**Problem requirements:**
Write out the records that appear below, verbatim and complete, but without pictures.

**Provided records:**
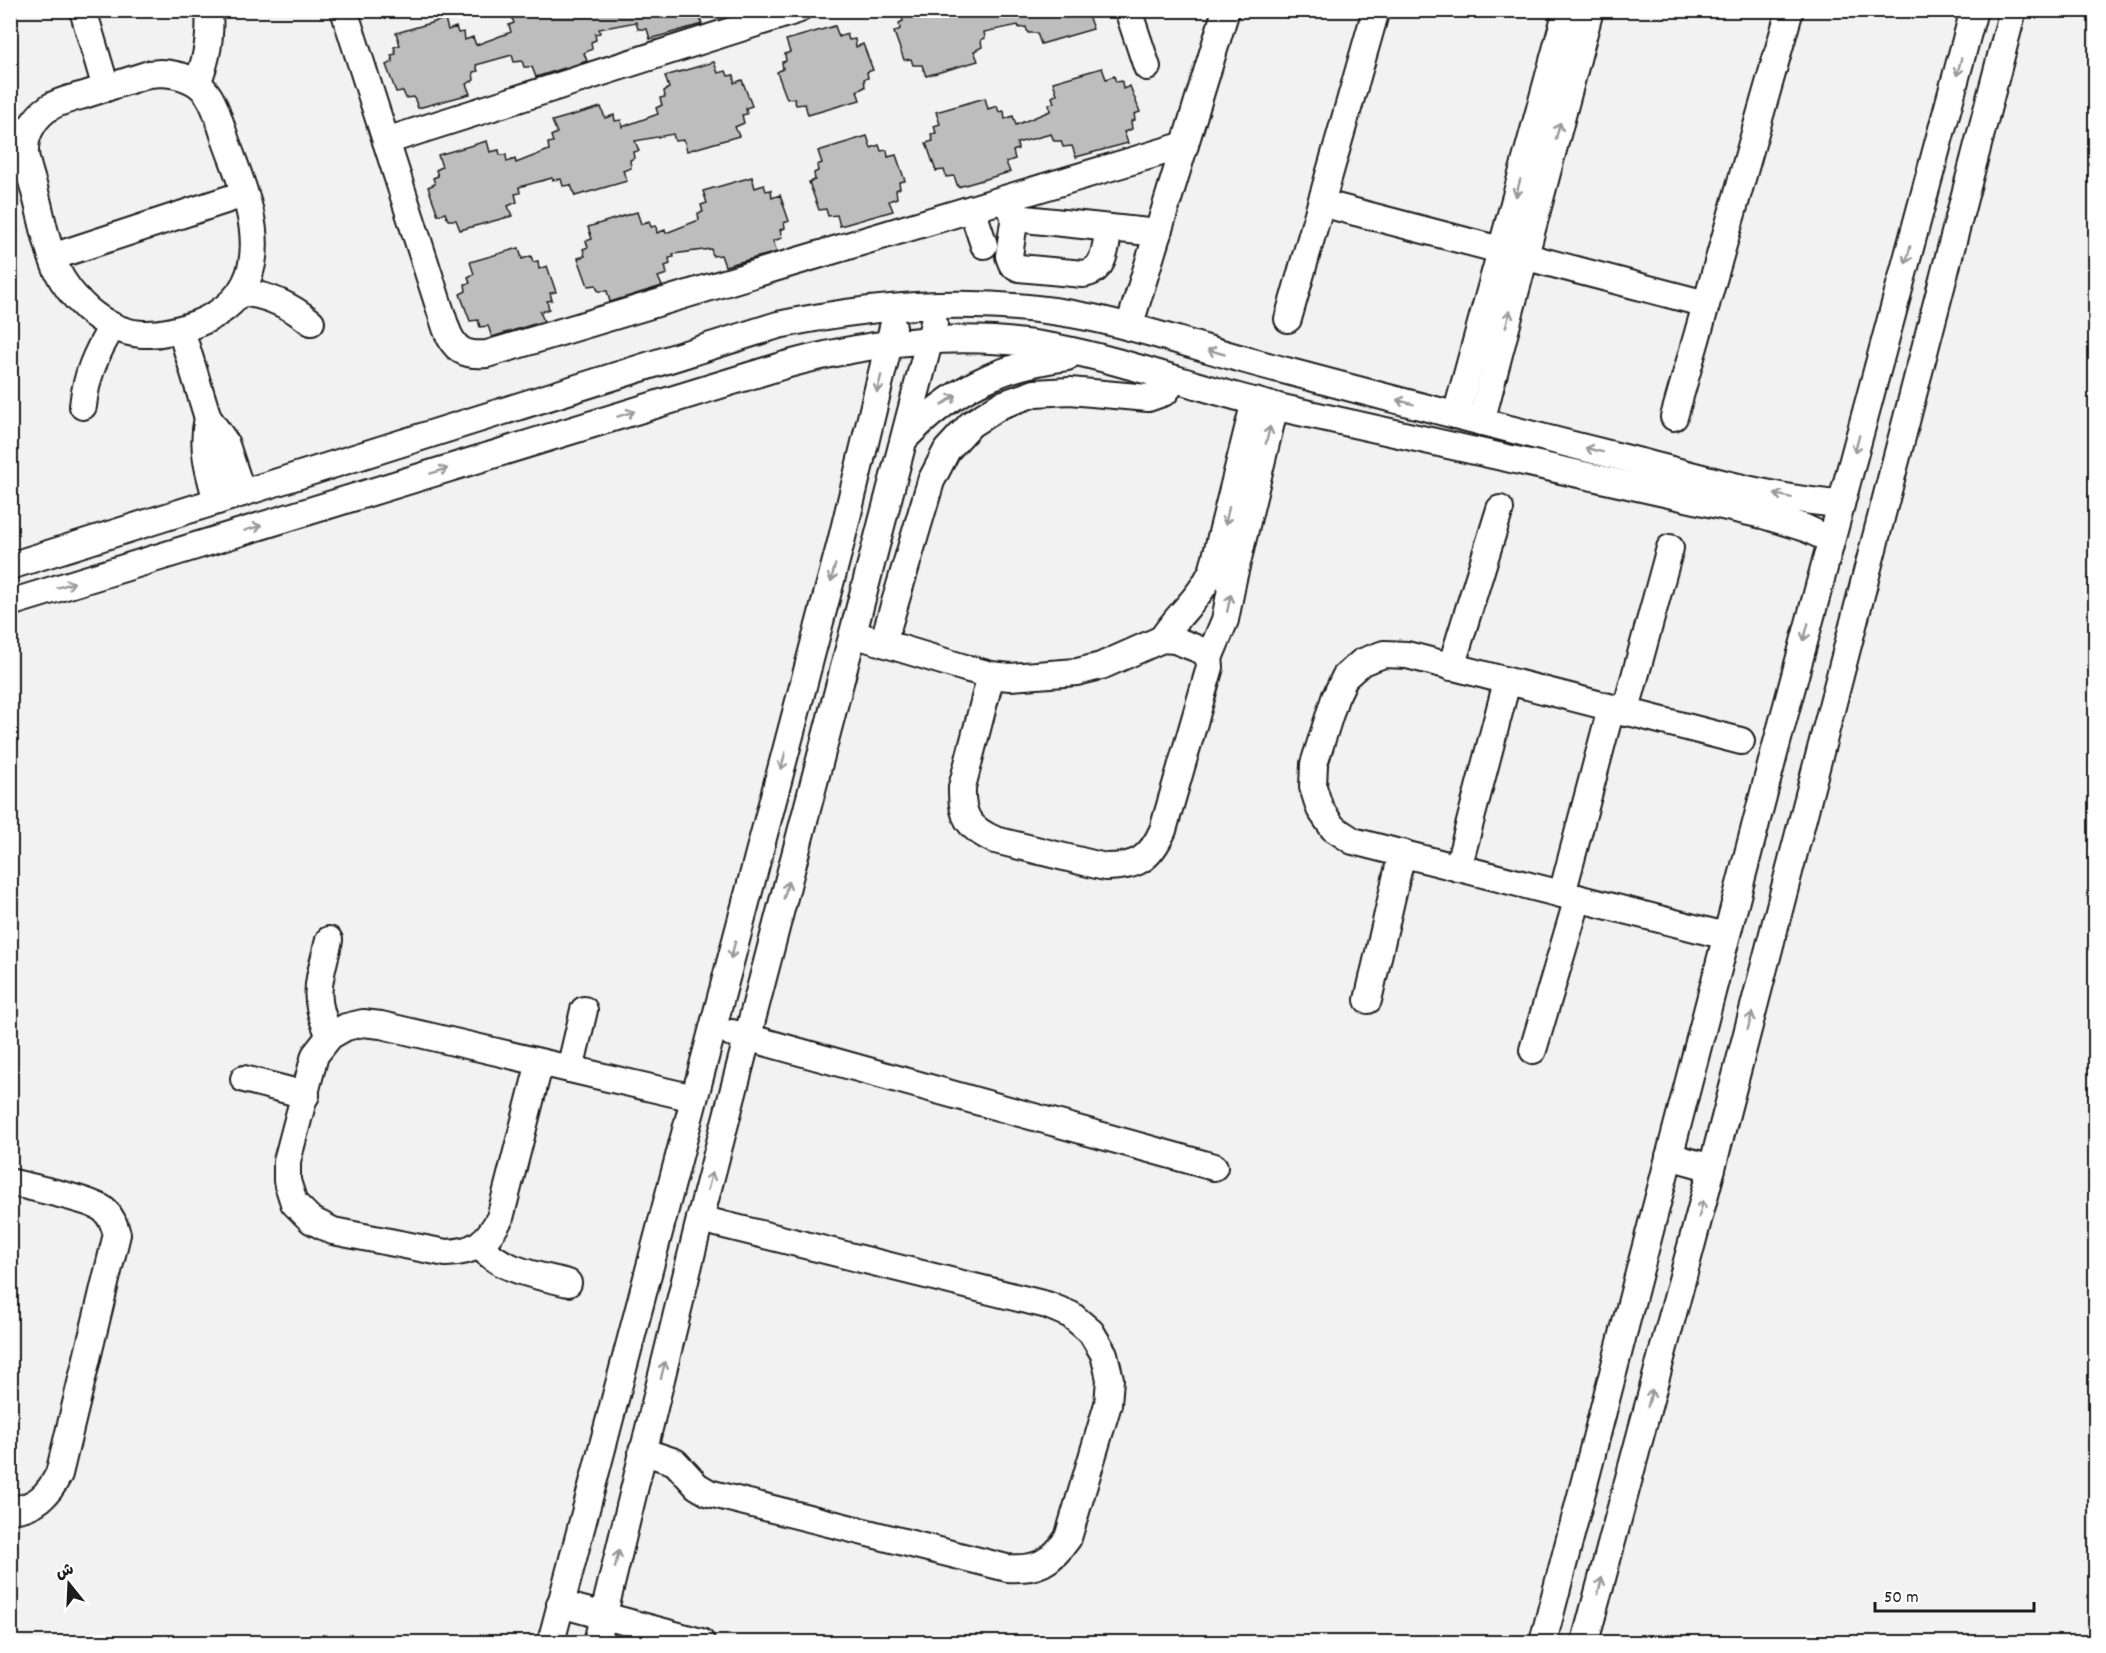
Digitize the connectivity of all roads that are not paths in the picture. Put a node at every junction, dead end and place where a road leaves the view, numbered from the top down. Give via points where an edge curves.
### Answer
1 (83, 10) edge
2 (345, 10) edge
3 (797, 10) edge
4 (1128, 10) edge
5 (1226, 10) edge
6 (1376, 10) edge
7 (1567, 10) edge
8 (1590, 10) edge
9 (1790, 10) edge
10 (1974, 10) edge
11 (2013, 10) edge
12 (209, 11) edge
13 (1147, 67) dead end
14 (197, 83) junction
15 (106, 88) junction
16 (20, 122) edge
17 (386, 141) junction
18 (1185, 145) junction
19 (244, 194) junction
20 (1321, 203) junction
21 (1010, 207) junction
22 (972, 209) junction
23 (1109, 228) junction
24 (1158, 233) junction
25 (984, 245) dead end
26 (1514, 252) junction
27 (52, 257) junction
28 (241, 292) junction
29 (1706, 304) junction
30 (938, 305) junction
31 (898, 306) junction
32 (1288, 319) dead end
33 (311, 322) dead end
34 (112, 327) junction
35 (1129, 327) junction
36 (181, 330) junction
37 (930, 339) junction
38 (889, 343) junction
39 (1093, 356) junction
40 (1175, 379) junction
41 (1265, 404) junction
42 (83, 406) dead end
43 (1456, 415) junction
44 (1674, 417) dead end
45 (208, 418) junction
46 (1481, 422) junction
47 (905, 438) junction
48 (242, 494) junction
49 (217, 501) junction
50 (1841, 504) junction
51 (1500, 508) dead end
52 (1831, 540) junction
53 (1670, 548) dead end
54 (10, 567) edge
55 (10, 603) edge
56 (853, 634) junction
57 (1162, 639) junction
58 (883, 644) junction
59 (1209, 658) junction
60 (1451, 667) junction
61 (991, 675) junction
62 (1507, 682) junction
63 (1618, 711) junction
64 (1742, 741) dead end
65 (1402, 853) junction
66 (1458, 868) junction
67 (1570, 896) junction
68 (1726, 936) junction
69 (329, 940) dead end
70 (1368, 1000) dead end
71 (584, 1010) dead end
72 (713, 1028) junction
73 (330, 1036) junction
74 (748, 1037) junction
75 (1533, 1050) dead end
76 (540, 1062) junction
77 (570, 1069) junction
78 (244, 1078) dead end
79 (306, 1095) junction
80 (694, 1098) junction
81 (1669, 1156) junction
82 (1214, 1167) dead end
83 (1712, 1168) junction
84 (10, 1182) edge
85 (700, 1219) junction
86 (479, 1245) junction
87 (568, 1283) dead end
88 (642, 1451) junction
89 (10, 1510) edge
90 (561, 1604) junction
91 (604, 1616) junction
92 (551, 1642) edge
93 (597, 1642) edge
94 (701, 1642) edge
95 (1543, 1642) edge
96 (1585, 1642) edge

1 - 15 street
2 - 17 street
3 - 17 street
4 - 13 street
5 - 18 street
6 - 20 street
7 -> 26 street
26 -> 8 street
9 - 29 street
10 -> 50 street
83 -> 11 street
12 - 14 street via 209,42
14 - 15 street via 180,75 161,73
14 - 19 street via 211,98
15 - 16 street via 50,107 36,119
16 - 27 street
17 - 22 street via 451,341 460,351 473,355
18 - 21 street
18 - 24 street
19 - 27 street
19 - 28 street via 251,223 252,263
20 - 26 street
20 - 32 street
21 - 22 street
21 - 23 street via 1025,219
21 - 23 street via 1010,256 1012,264 1019,268 1090,273 1102,262
22 - 25 street
23 - 24 street
24 - 35 street
26 - 29 street
26 - 43 street
46 -> 26 street
27 - 34 street via 74,296
28 - 33 street via 273,299
28 - 36 street via 214,317
29 - 44 street
30 - 31 street
30 - 35 street via 1054,311
30 - 37 street
31 - 38 street
31 - 48 street via 817,316 758,330
34 - 36 street via 145,335
34 - 42 street via 94,358
43 -> 35 street
36 - 45 street
37 - 38 street
37 - 39 street via 1012,342
37 - 47 street
55 -> 38 street via 785,365
38 -> 72 street
39 - 40 street
47 -> 39 street via 944,402 990,376 1040,360
40 - 41 street
40 - 58 street via 1165,392 1148,398 1070,391 1035,393 1001,405 971,424 947,450 931,481
41 - 52 street via 1763,515
41 -> 57 street via 1213,569 1201,592
59 -> 41 street via 1225,620
43 - 46 street
45 - 48 street via 225,442
45 - 49 street via 205,452
50 -> 46 street via 1783,497
47 - 56 street
48 - 49 street
49 - 54 street
50 - 52 street
51 - 60 street
52 -> 68 street
53 - 63 street
56 - 58 street
74 -> 56 street
57 - 59 street via 1203,651
57 - 61 street via 1101,666 1077,672 1029,677
58 - 61 street
59 - 61 street via 1163,830 1148,854 1124,867 1105,867 995,840 979,833 968,821 961,804 962,787
60 - 62 street
60 - 65 street via 1407,655 1384,654 1362,662 1345,677 1335,698 1314,764 1316,798 1333,828 1353,841
62 - 63 street
62 - 66 street
63 - 64 street
63 - 67 street
65 - 66 street
65 - 70 street
66 - 67 street
67 - 68 street
67 - 75 street
68 - 81 street
69 - 73 street via 318,990 320,1013
71 - 77 street
72 - 74 street
72 - 80 street
73 - 76 street via 363,1023 381,1025
73 - 79 street via 315,1055
74 - 82 street
85 -> 74 street
76 - 77 street
76 - 86 street via 500,1218
77 - 80 street
78 - 79 street
79 - 86 street via 287,1161 287,1181 294,1203 311,1220 333,1231 446,1253 463,1252
80 - 90 street
81 - 83 street
81 - 95 street
96 -> 83 street
84 - 89 street via 102,1208 113,1220 117,1234 59,1474 49,1492 33,1504
88 -> 85 street
85 - 88 street via 1047,1305 1071,1315 1090,1332 1104,1354 1110,1379 1108,1404 1068,1538 1058,1553 1043,1564 1025,1569 1007,1568 709,1493 675,1462
86 - 87 street via 487,1255 507,1266
91 -> 88 street
90 - 91 street
90 - 92 street
91 - 93 street
91 - 94 street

**Exercise result:**
Digitize the connectivity of all roads that are not paths in the picture. Put a node at every junction, dead end and place where a road leaves the view, numbered from the top down. Give via points where an edge curves.
### Answer
1 (83, 10) edge
2 (345, 10) edge
3 (797, 10) edge
4 (1128, 10) edge
5 (1226, 10) edge
6 (1376, 10) edge
7 (1567, 10) edge
8 (1590, 10) edge
9 (1790, 10) edge
10 (1974, 10) edge
11 (2013, 10) edge
12 (209, 11) edge
13 (1147, 67) dead end
14 (197, 83) junction
15 (106, 88) junction
16 (20, 122) edge
17 (386, 141) junction
18 (1185, 145) junction
19 (244, 194) junction
20 (1321, 203) junction
21 (1010, 207) junction
22 (972, 209) junction
23 (1109, 228) junction
24 (1158, 233) junction
25 (984, 245) dead end
26 (1514, 252) junction
27 (52, 257) junction
28 (241, 292) junction
29 (1706, 304) junction
30 (938, 305) junction
31 (898, 306) junction
32 (1288, 319) dead end
33 (311, 322) dead end
34 (112, 327) junction
35 (1129, 327) junction
36 (181, 330) junction
37 (930, 339) junction
38 (889, 343) junction
39 (1093, 356) junction
40 (1175, 379) junction
41 (1265, 404) junction
42 (83, 406) dead end
43 (1456, 415) junction
44 (1674, 417) dead end
45 (208, 418) junction
46 (1481, 422) junction
47 (905, 438) junction
48 (242, 494) junction
49 (217, 501) junction
50 (1841, 504) junction
51 (1500, 508) dead end
52 (1831, 540) junction
53 (1670, 548) dead end
54 (10, 567) edge
55 (10, 603) edge
56 (853, 634) junction
57 (1162, 639) junction
58 (883, 644) junction
59 (1209, 658) junction
60 (1451, 667) junction
61 (991, 675) junction
62 (1507, 682) junction
63 (1618, 711) junction
64 (1742, 741) dead end
65 (1402, 853) junction
66 (1458, 868) junction
67 (1570, 896) junction
68 (1726, 936) junction
69 (329, 940) dead end
70 (1368, 1000) dead end
71 (584, 1010) dead end
72 (713, 1028) junction
73 (330, 1036) junction
74 (748, 1037) junction
75 (1533, 1050) dead end
76 (540, 1062) junction
77 (570, 1069) junction
78 (244, 1078) dead end
79 (306, 1095) junction
80 (694, 1098) junction
81 (1669, 1156) junction
82 (1214, 1167) dead end
83 (1712, 1168) junction
84 (10, 1182) edge
85 (700, 1219) junction
86 (479, 1245) junction
87 (568, 1283) dead end
88 (642, 1451) junction
89 (10, 1510) edge
90 (561, 1604) junction
91 (604, 1616) junction
92 (551, 1642) edge
93 (597, 1642) edge
94 (701, 1642) edge
95 (1543, 1642) edge
96 (1585, 1642) edge

1 - 15 street
2 - 17 street
3 - 17 street
4 - 13 street
5 - 18 street
6 - 20 street
7 -> 26 street
26 -> 8 street
9 - 29 street
10 -> 50 street
83 -> 11 street
12 - 14 street via 209,42
14 - 15 street via 180,75 161,73
14 - 19 street via 211,98
15 - 16 street via 50,107 36,119
16 - 27 street
17 - 22 street via 451,341 460,351 473,355
18 - 21 street
18 - 24 street
19 - 27 street
19 - 28 street via 251,223 252,263
20 - 26 street
20 - 32 street
21 - 22 street
21 - 23 street via 1025,219
21 - 23 street via 1010,256 1012,264 1019,268 1090,273 1102,262
22 - 25 street
23 - 24 street
24 - 35 street
26 - 29 street
26 - 43 street
46 -> 26 street
27 - 34 street via 74,296
28 - 33 street via 273,299
28 - 36 street via 214,317
29 - 44 street
30 - 31 street
30 - 35 street via 1054,311
30 - 37 street
31 - 38 street
31 - 48 street via 817,316 758,330
34 - 36 street via 145,335
34 - 42 street via 94,358
43 -> 35 street
36 - 45 street
37 - 38 street
37 - 39 street via 1012,342
37 - 47 street
55 -> 38 street via 785,365
38 -> 72 street
39 - 40 street
47 -> 39 street via 944,402 990,376 1040,360
40 - 41 street
40 - 58 street via 1165,392 1148,398 1070,391 1035,393 1001,405 971,424 947,450 931,481
41 - 52 street via 1763,515
41 -> 57 street via 1213,569 1201,592
59 -> 41 street via 1225,620
43 - 46 street
45 - 48 street via 225,442
45 - 49 street via 205,452
50 -> 46 street via 1783,497
47 - 56 street
48 - 49 street
49 - 54 street
50 - 52 street
51 - 60 street
52 -> 68 street
53 - 63 street
56 - 58 street
74 -> 56 street
57 - 59 street via 1203,651
57 - 61 street via 1101,666 1077,672 1029,677
58 - 61 street
59 - 61 street via 1163,830 1148,854 1124,867 1105,867 995,840 979,833 968,821 961,804 962,787
60 - 62 street
60 - 65 street via 1407,655 1384,654 1362,662 1345,677 1335,698 1314,764 1316,798 1333,828 1353,841
62 - 63 street
62 - 66 street
63 - 64 street
63 - 67 street
65 - 66 street
65 - 70 street
66 - 67 street
67 - 68 street
67 - 75 street
68 - 81 street
69 - 73 street via 318,990 320,1013
71 - 77 street
72 - 74 street
72 - 80 street
73 - 76 street via 363,1023 381,1025
73 - 79 street via 315,1055
74 - 82 street
85 -> 74 street
76 - 77 street
76 - 86 street via 500,1218
77 - 80 street
78 - 79 street
79 - 86 street via 287,1161 287,1181 294,1203 311,1220 333,1231 446,1253 463,1252
80 - 90 street
81 - 83 street
81 - 95 street
96 -> 83 street
84 - 89 street via 102,1208 113,1220 117,1234 59,1474 49,1492 33,1504
88 -> 85 street
85 - 88 street via 1047,1305 1071,1315 1090,1332 1104,1354 1110,1379 1108,1404 1068,1538 1058,1553 1043,1564 1025,1569 1007,1568 709,1493 675,1462
86 - 87 street via 487,1255 507,1266
91 -> 88 street
90 - 91 street
90 - 92 street
91 - 93 street
91 - 94 street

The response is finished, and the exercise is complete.